Las mediciones del último año hidrológico revelaron que el hielo acumuló masa únicamente por encima de los 3.500 metros de altitud, mientras que por debajo de los 3.000 metros sufrió derretimiento incluso durante el invierno. En la temporada de verano, el fenómeno afectó a casi la totalidad de su superficie, con pérdidas de hasta diez metros de espesor en sectores clave de su estructura.

El Glaciar Universidad en Chile registra un retroceso promedio de 24 metros por año.

Una pérdida constante que se acelera en la cordillera andina

El retroceso del glaciar no es un hecho aislado sino la aceleración de un fenómeno de largo plazo. Desde 1955, el Glaciar Universidad redujo su superficie de 31,5 a 25,6 kilómetros cuadrados, lo que representa una disminución cercana al 19%.

Además, los investigadores documentaron factores clave que evidencian el debilitamiento de la masa helada:

  • Retroceso del frente: El glaciar retrocede a un ritmo promedio de 24 metros por año, una velocidad significativamente superior a la registrada en el siglo pasado.
  • Pérdida de espesor: Balizas de medición instaladas en el terreno registraron un derretimiento vertical de hasta 9 metros en menos de un año.
  • Menor desplazamiento: La velocidad de movimiento del hielo disminuyó en las últimas cuatro décadas, síntoma directo de su pérdida de volumen.
  • Desaparición de lagunas: El monitoreo documentó la evaporación y filtración de lagunas formadas previamente por el propio deshielo.
La pérdida de volumen en la masa de hielo amenaza el aporte de agua dulce a los ríos durante el verano.

El impacto en las reservas de agua dulce de la región

La situación del Glaciar Universidad es considerada por los científicos como un indicador clave sobre el estado de la cordillera andina frente al cambio climático.

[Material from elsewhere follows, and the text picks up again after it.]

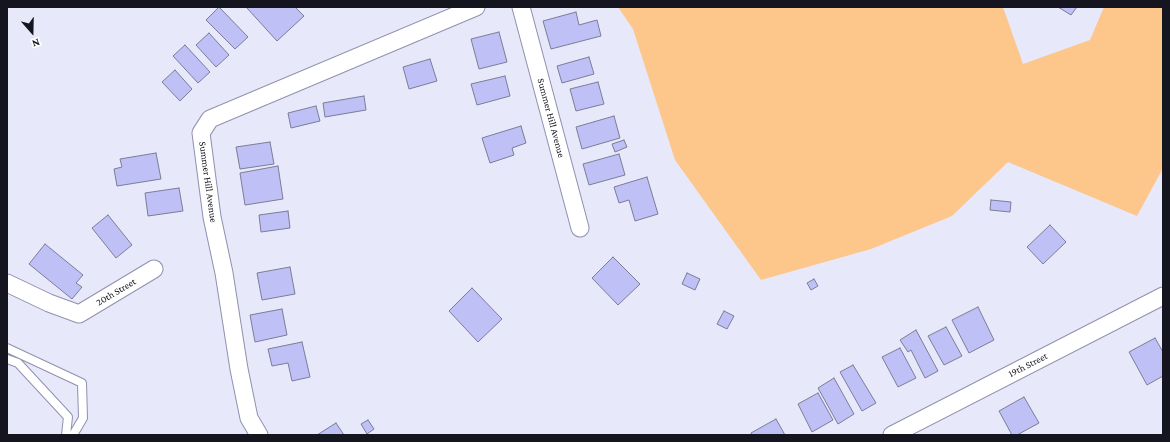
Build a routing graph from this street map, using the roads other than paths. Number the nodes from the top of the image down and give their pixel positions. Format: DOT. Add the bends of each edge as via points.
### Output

Este gigante de hielo es el encargado de aportar entre el 20% y el 25% del caudal del río Tinguiririca durante los meses de verano, por lo que su desequilibrio pone en riesgo el abastecimiento hídrico a futuro.

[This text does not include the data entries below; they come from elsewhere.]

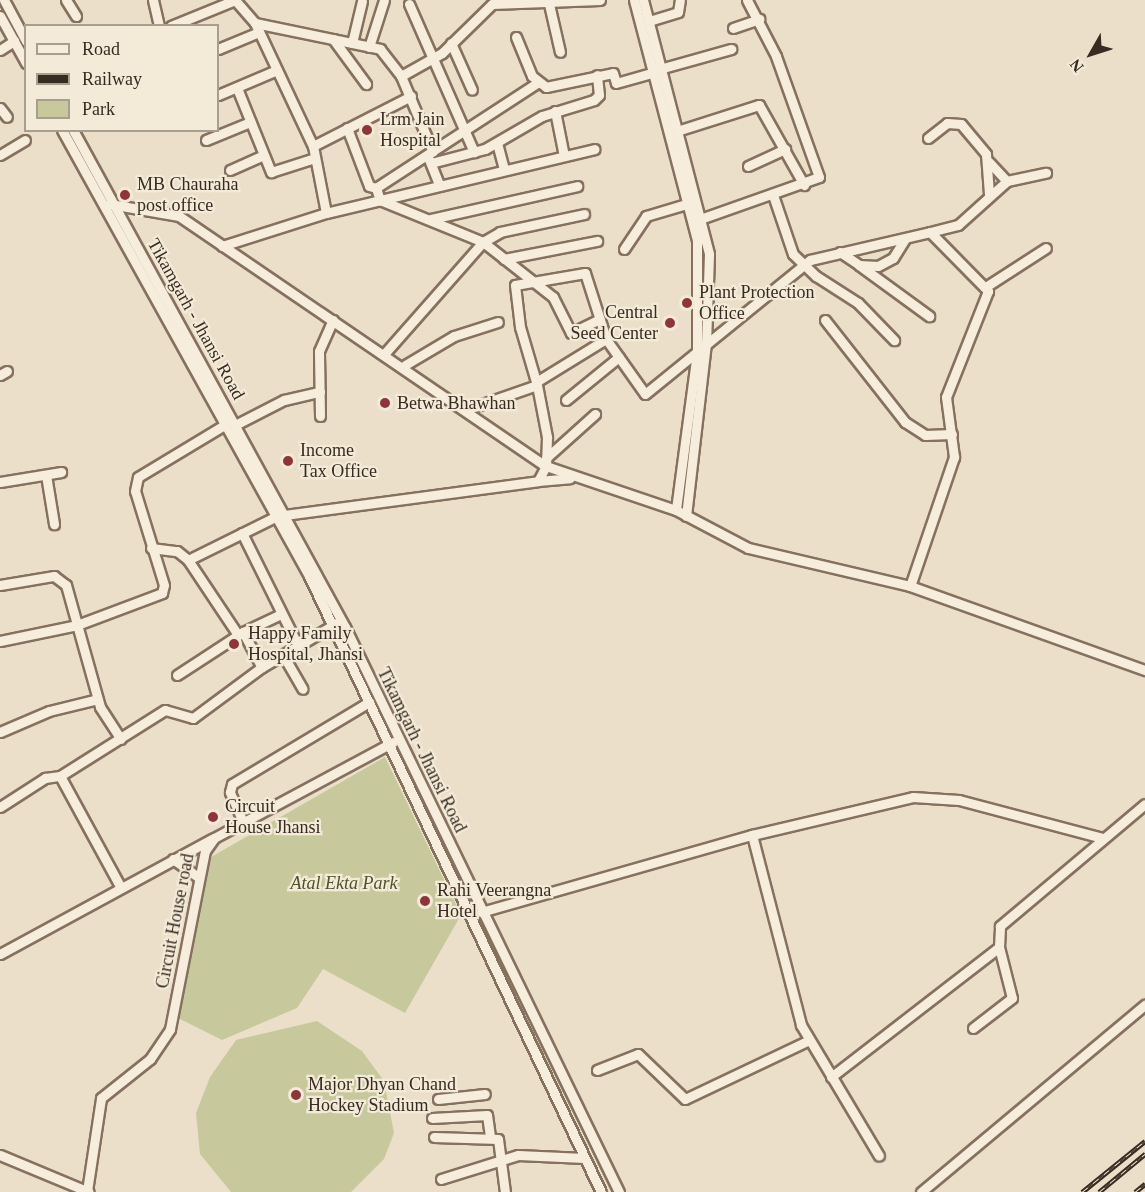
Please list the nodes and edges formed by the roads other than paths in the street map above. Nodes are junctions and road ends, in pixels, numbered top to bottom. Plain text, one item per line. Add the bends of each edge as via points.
1 (66, 0) edge
2 (153, 0) edge
3 (235, 0) edge
4 (384, 0) edge
5 (600, 0) edge
6 (634, 0) edge
7 (643, 0) edge
8 (680, 0) edge
9 (747, 0) edge
10 (362, 1) edge
11 (9, 2) edge
12 (409, 4) dead end
13 (549, 4) junction
14 (0, 16) edge
15 (76, 16) dead end
16 (759, 19) junction
17 (649, 21) junction
18 (255, 23) junction
19 (159, 24) edge
20 (176, 24) edge
21 (733, 28) dead end
22 (259, 32) junction
23 (24, 36) edge
24 (516, 37) dead end
25 (333, 39) junction
26 (14, 41) junction
27 (352, 43) junction
28 (451, 43) junction
29 (369, 46) junction
30 (219, 49) edge
31 (731, 49) dead end
32 (0, 50) edge
33 (560, 52) dead end
34 (24, 59) edge
35 (433, 60) junction
36 (277, 70) junction
37 (659, 70) junction
38 (597, 75) junction
39 (402, 76) junction
40 (537, 83) junction
41 (366, 84) dead end
42 (663, 84) junction
43 (237, 88) junction
44 (472, 90) dead end
45 (219, 95) edge
46 (411, 96) junction
47 (0, 108) edge
48 (555, 111) junction
49 (7, 117) dead end
50 (250, 122) junction
51 (347, 128) junction
52 (680, 130) junction
53 (63, 132) edge
54 (74, 132) edge
55 (465, 132) junction
56 (928, 138) dead end
57 (25, 140) dead end
58 (206, 140) dead end
59 (497, 143) junction
60 (312, 146) junction
61 (594, 149) dead end
62 (785, 149) junction
63 (686, 151) junction
64 (474, 152) junction
65 (676, 154) junction
66 (0, 155) edge
67 (263, 155) junction
68 (564, 156) junction
69 (430, 157) junction
70 (315, 158) junction
71 (989, 162) junction
72 (748, 166) dead end
73 (230, 170) dead end
74 (504, 170) junction
75 (1046, 173) dead end
76 (1007, 181) junction
77 (804, 185) junction
78 (440, 186) junction
79 (577, 186) dead end
80 (376, 188) junction
81 (989, 194) junction
82 (773, 195) junction
83 (380, 200) junction
84 (690, 203) junction
85 (109, 204) junction
86 (326, 213) junction
87 (584, 214) dead end
88 (703, 218) junction
89 (431, 219) junction
90 (930, 232) junction
91 (905, 238) junction
92 (597, 241) dead end
93 (483, 242) junction
94 (222, 246) junction
95 (1046, 248) dead end
96 (624, 249) dead end
97 (840, 252) junction
98 (504, 259) junction
99 (803, 264) junction
100 (859, 264) junction
101 (534, 282) junction
102 (987, 286) junction
103 (929, 316) dead end
104 (600, 319) junction
105 (333, 320) junction
106 (825, 320) dead end
107 (498, 322) dead end
108 (606, 339) junction
109 (894, 340) dead end
110 (701, 351) junction
111 (385, 353) junction
112 (619, 357) junction
113 (405, 365) junction
114 (536, 383) junction
115 (320, 392) junction
116 (566, 400) dead end
117 (221, 406) junction
118 (468, 409) junction
119 (595, 414) dead end
120 (320, 416) dead end
121 (226, 424) junction
122 (237, 424) junction
123 (952, 434) junction
124 (546, 462) junction
125 (61, 472) dead end
126 (46, 475) junction
127 (573, 477) junction
128 (538, 481) junction
129 (0, 482) edge
130 (676, 510) junction
131 (281, 515) junction
132 (686, 516) junction
133 (54, 524) dead end
134 (242, 533) junction
135 (151, 548) junction
136 (188, 560) junction
137 (0, 585) edge
138 (910, 586) junction
139 (281, 614) junction
140 (337, 623) junction
141 (77, 624) junction
142 (240, 634) junction
143 (0, 641) edge
144 (298, 646) junction
145 (283, 655) junction
146 (262, 667) junction
147 (1144, 669) edge
148 (177, 675) dead end
149 (303, 689) dead end
150 (98, 699) junction
151 (369, 702) junction
152 (0, 732) edge
153 (399, 738) junction
154 (121, 739) junction
155 (388, 744) junction
156 (60, 776) junction
157 (1145, 804) edge
158 (0, 807) edge
159 (244, 824) junction
160 (752, 835) junction
161 (214, 838) junction
162 (1103, 838) junction
163 (173, 859) junction
164 (198, 877) junction
165 (120, 886) junction
166 (481, 912) junction
167 (999, 947) junction
168 (0, 954) edge
169 (507, 965) junction
170 (497, 970) junction
171 (1145, 1005) edge
172 (973, 1028) dead end
173 (809, 1040) junction
174 (597, 1070) dead end
175 (831, 1077) junction
176 (485, 1094) dead end
177 (456, 1097) junction
178 (438, 1099) dead end
179 (458, 1117) junction
180 (432, 1118) dead end
181 (434, 1137) dead end
182 (490, 1137) junction
183 (0, 1155) edge
184 (879, 1156) dead end
185 (584, 1158) junction
186 (504, 1159) junction
187 (441, 1179) dead end
188 (88, 1192) edge
189 (505, 1192) edge
190 (601, 1192) edge
191 (619, 1192) edge
192 (921, 1192) edge

1 - 15 street
2 - 19 street
3 - 18 street
3 - 20 street
4 - 29 street
5 - 13 street
6 - 37 street
7 - 17 street
8 - 17 street via 678,12
9 - 16 street
10 - 27 street
11 - 23 street
12 - 35 street
13 - 28 street via 492,4
13 - 33 street
14 - 26 street
16 - 21 street
16 - 77 street via 820,173
17 - 37 street
18 - 22 street
18 - 25 street
22 - 30 street
22 - 36 street
24 - 40 street
25 - 27 street
25 - 41 street
26 - 32 street
26 - 34 street
27 - 29 street
28 - 35 street
28 - 44 street
29 - 39 street via 380,49
31 - 37 street
35 - 39 street
35 - 55 street
36 - 43 street
36 - 60 street
37 - 38 street via 616,83 613,73
37 - 42 street
38 - 40 street via 546,87
38 - 48 street via 598,98
39 - 46 street
40 - 55 street
42 - 52 street
42 - 65 street
43 - 45 street
43 - 50 street
46 - 51 street
46 - 69 street
47 - 49 street
48 - 59 street
48 - 68 street
50 - 58 street
50 - 67 street
51 - 60 street
51 - 80 street via 369,186
52 - 62 street via 756,104
52 - 63 street
53 - 85 street
54 - 85 street
55 - 64 street
55 - 69 street
56 - 71 street via 954,121
57 - 66 street
59 - 64 street
59 - 74 street
60 - 70 street
61 - 68 street
62 - 72 street
62 - 77 street
63 - 65 street
63 - 88 street
64 - 69 street
65 - 84 street
67 - 70 street via 274,173
67 - 73 street
68 - 74 street
69 - 78 street
69 - 80 street
70 - 86 street
71 - 76 street
71 - 81 street
74 - 78 street
75 - 76 street
76 - 81 street
77 - 82 street
78 - 83 street
79 - 89 street
80 - 83 street
81 - 90 street via 958,225
82 - 88 street
82 - 99 street via 788,246
83 - 86 street
83 - 89 street
84 - 96 street via 646,216
84 - 110 street via 698,255
85 - 94 street via 179,216
85 - 117 street, Tikamgarh - Jhansi Road
86 - 94 street
87 - 93 street via 500,232
88 - 110 street via 709,254
89 - 93 street
90 - 91 street
90 - 102 street
91 - 97 street
91 - 100 street via 886,263
92 - 98 street
93 - 98 street
93 - 111 street
94 - 105 street
95 - 102 street
97 - 99 street
97 - 100 street
98 - 101 street
99 - 109 street via 858,303
99 - 110 street
100 - 103 street
101 - 104 street via 559,303 571,333
101 - 104 street via 583,272
101 - 114 street via 515,285 513,291
102 - 123 street via 946,397
104 - 108 street
105 - 111 street
105 - 115 street via 319,351
106 - 123 street via 905,422 925,435
107 - 113 street via 448,339
108 - 112 street
108 - 114 street
110 - 112 street via 645,394
110 - 130 street
110 - 132 street
111 - 113 street
112 - 116 street
113 - 118 street
114 - 118 street
114 - 124 street
115 - 120 street
115 - 122 street via 284,400
117 - 121 street, Tikamgarh - Jhansi Road
117 - 122 street, Tikamgarh - Jhansi Road
118 - 124 street
119 - 124 street
121 - 131 street, Tikamgarh - Jhansi Road
121 - 135 street via 138,477 135,491
122 - 131 street, Tikamgarh - Jhansi Road
123 - 138 street via 954,457
124 - 127 street
124 - 128 street
125 - 126 street
126 - 129 street
126 - 133 street
127 - 128 street
127 - 130 street
128 - 131 street
130 - 132 street
131 - 134 street
131 - 140 street, Tikamgarh - Jhansi Road
132 - 138 street via 748,548
134 - 136 street
134 - 139 street
135 - 136 street via 177,551
135 - 141 street via 164,585 162,593
136 - 142 street
137 - 141 street via 54,576 71,598
138 - 147 street
139 - 142 street
139 - 144 street
140 - 144 street
140 - 151 street, Tikamgarh - Jhansi Road
140 - 153 street, Tikamgarh - Jhansi Road
141 - 143 street
141 - 150 street
142 - 146 street
142 - 148 street
144 - 145 street
145 - 146 street
145 - 149 street
146 - 154 street via 193,718 170,707
150 - 152 street via 46,712
150 - 154 street
151 - 155 street, Tikamgarh - Jhansi Road
151 - 159 street via 232,784 230,792
153 - 155 street, Circuit House road
153 - 166 street, Tikamgarh - Jhansi Road
154 - 156 street
155 - 159 street, Circuit House road
155 - 170 street, Tikamgarh - Jhansi Road
156 - 158 street via 45,778
156 - 165 street
157 - 162 street
159 - 161 street, Circuit House road
160 - 162 street via 930,795
160 - 166 street
160 - 173 street via 793,1000
161 - 163 street
161 - 164 street, Circuit House road
162 - 167 street via 1008,918 997,935
163 - 164 street
163 - 165 street
164 - 188 street, Circuit House road via 170,1029 150,1059 101,1098
165 - 168 street
166 - 169 street, Tikamgarh - Jhansi Road
167 - 172 street via 1012,998
167 - 175 street
169 - 170 street
169 - 191 street, Tikamgarh - Jhansi Road
170 - 185 street, Tikamgarh - Jhansi Road
171 - 192 street
173 - 174 street via 685,1099 638,1054
173 - 175 street
175 - 184 street
176 - 177 street
177 - 178 street
177 - 179 street
179 - 180 street
179 - 182 street via 487,1115
181 - 182 street
182 - 186 street via 500,1142
183 - 188 street
185 - 186 street
185 - 190 street, Tikamgarh - Jhansi Road
186 - 187 street
186 - 189 street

Toda la información recabada por los equipos científicos fue enviada al World Glacier Monitoring Service (WGMS), el organismo internacional encargo de sistematizar el estado de los glaciares del planeta. La medición continua en la alta montaña resulta vital para proyectar la disponibilidad de agua dulce en las próximas décadas ante el avance del calentamiento global.